Decided: January 16, 2014

MAZZARELLI, J.P., SWEENY, SAXE, MOSKOWITZ, MANZANET–DANIELS, JJ. Haynes and Boone LLP, New York (Jonathan D. Pressment of counsel), for appellant. Curtis, Mallet–Prevost, Colt & Mosle LLP, New York (T. Barry Kingham of counsel), for respondent.

Order, Supreme Court, New York County (Charles E. Ramos, J.), entered December 12, 2012, which, insofar as appealed from as limited by the briefs, denied plaintiff's motion for summary judgment in lieu of a complaint, reversed, on the law, without costs, and the motion for summary judgment granted. The Clerk is directed to enter judgment accordingly.

Nonparty Agra Services of Canada, Inc. (Agra Canada), a Canadian corporation, was in the business of trading agricultural commodities between Mexico and Canada. The company was the sole shareholder of nonparty Agra USA, a Delaware corporation. Defendant Francisco Javier Herrera Navarro (Herrera) was a director of both Agra Canada and Agra USA but was largely uninvolved in either company's business operations. Eduardo Guzman Solis, a former defendant in this action, operated both companies.

In September 2004, Agra Canada and plaintiff Cooperatieve Centrale Raiffeisen Boerenleenbank, B.A., Rabobank International, New York Branch (Rabobank) entered into a Receivables Purchase Agreement (RPA). Under that agreement, Rabobank was to buy certain receivables belonging to Agra Canada in exchange for regularly scheduled payments to Rabobank. Guzman was responsible for managing Agra Canada's and Agra USA's relationship with Rabobank under the RPA.

In September 2005, in connection with the RPA, both Herrera and Guzman executed personal guaranties in Rabobank's favor. In section 1(a) of the guaranty, Herrera unconditionally guaranteed the amounts due on the receivables that Agra Canada sold to Rabobank, and in section 1(b), he unconditionally guaranteed the obligations of Agra USA. The definition of “obligations” comprised “all obligations and liabilities of [Agra USA] to [Rabobank] now or hereafter existing ․ whether for principal, interest, fees, expenses or otherwise.” Herrera's guaranty also contained a paragraph stating that his agreement to pay the obligations was “absolute and unconditional irrespective of any lack of validity or enforceability of such agreement [or] any other circumstance which might otherwise constitute a defense available to, or a discharge of, [Agra Canada] or a guarantor.” Agra USA also entered into a guaranty in Rabobank's favor; as had Herrera, Agra USA unconditionally guaranteed Agra Canada's payment obligations arising under article 9 .02(a)(iii) of the RPA.

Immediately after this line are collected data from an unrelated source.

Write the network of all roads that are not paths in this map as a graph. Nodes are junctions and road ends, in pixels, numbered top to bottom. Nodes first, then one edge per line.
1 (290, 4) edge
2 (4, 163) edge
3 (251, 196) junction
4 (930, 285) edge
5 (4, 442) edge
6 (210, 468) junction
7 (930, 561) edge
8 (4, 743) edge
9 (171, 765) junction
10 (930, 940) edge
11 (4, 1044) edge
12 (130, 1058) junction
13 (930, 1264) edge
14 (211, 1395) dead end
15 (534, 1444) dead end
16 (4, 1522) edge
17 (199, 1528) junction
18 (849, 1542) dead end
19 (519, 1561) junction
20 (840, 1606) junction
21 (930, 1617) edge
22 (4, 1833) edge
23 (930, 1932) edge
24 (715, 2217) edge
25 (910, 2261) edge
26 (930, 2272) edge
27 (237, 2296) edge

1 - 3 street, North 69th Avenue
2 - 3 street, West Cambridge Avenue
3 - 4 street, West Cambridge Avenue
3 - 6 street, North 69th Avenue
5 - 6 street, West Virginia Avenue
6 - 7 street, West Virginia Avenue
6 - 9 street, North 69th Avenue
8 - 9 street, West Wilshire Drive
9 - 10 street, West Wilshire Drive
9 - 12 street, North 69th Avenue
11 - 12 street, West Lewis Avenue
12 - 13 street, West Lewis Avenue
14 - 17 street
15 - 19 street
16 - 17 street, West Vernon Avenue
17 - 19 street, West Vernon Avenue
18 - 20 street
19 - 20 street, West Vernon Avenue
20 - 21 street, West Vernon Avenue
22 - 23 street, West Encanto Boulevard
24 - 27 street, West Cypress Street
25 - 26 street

Guzman died in December 2011.1 Soon afterward, Rabobank told Herrera that Agra Canada had failed to remit its regularly scheduled quarterly payment under the RPA. When Herrera retained an independent accounting firm to investigate, he discovered that Guzman had been running a Ponzi scheme and that the receivables were, in fact, nonexistent. By then, Agra Canada owed Rabobank approximately $42 million under the RPA.

Rabobank sought to enforce Herrera's and Guzman's guaranties of Agra Canada's obligations. To that end, in January and February 2012, Rabobank obtained control over Agra Canada, placed it into receivership in Canada, and arranged the appointment of Deloitte & Touche Inc. as receiver and trustee.

On March 2, 2012, Rabobank commenced a federal action against Agra Canada, Agra USA, Herrera, and Guzman's estate in the United States District Court for the Southern District of New York, seeking to recover the receivables allegedly due under the guaranties. Agra USA did not respond to the complaint. Accordingly, on April 3, 2012, Rabobank filed a request under Fed.R.Civ.P. 55(a) for entry of a default against Agra USA, and the Clerk issued a certificate of default.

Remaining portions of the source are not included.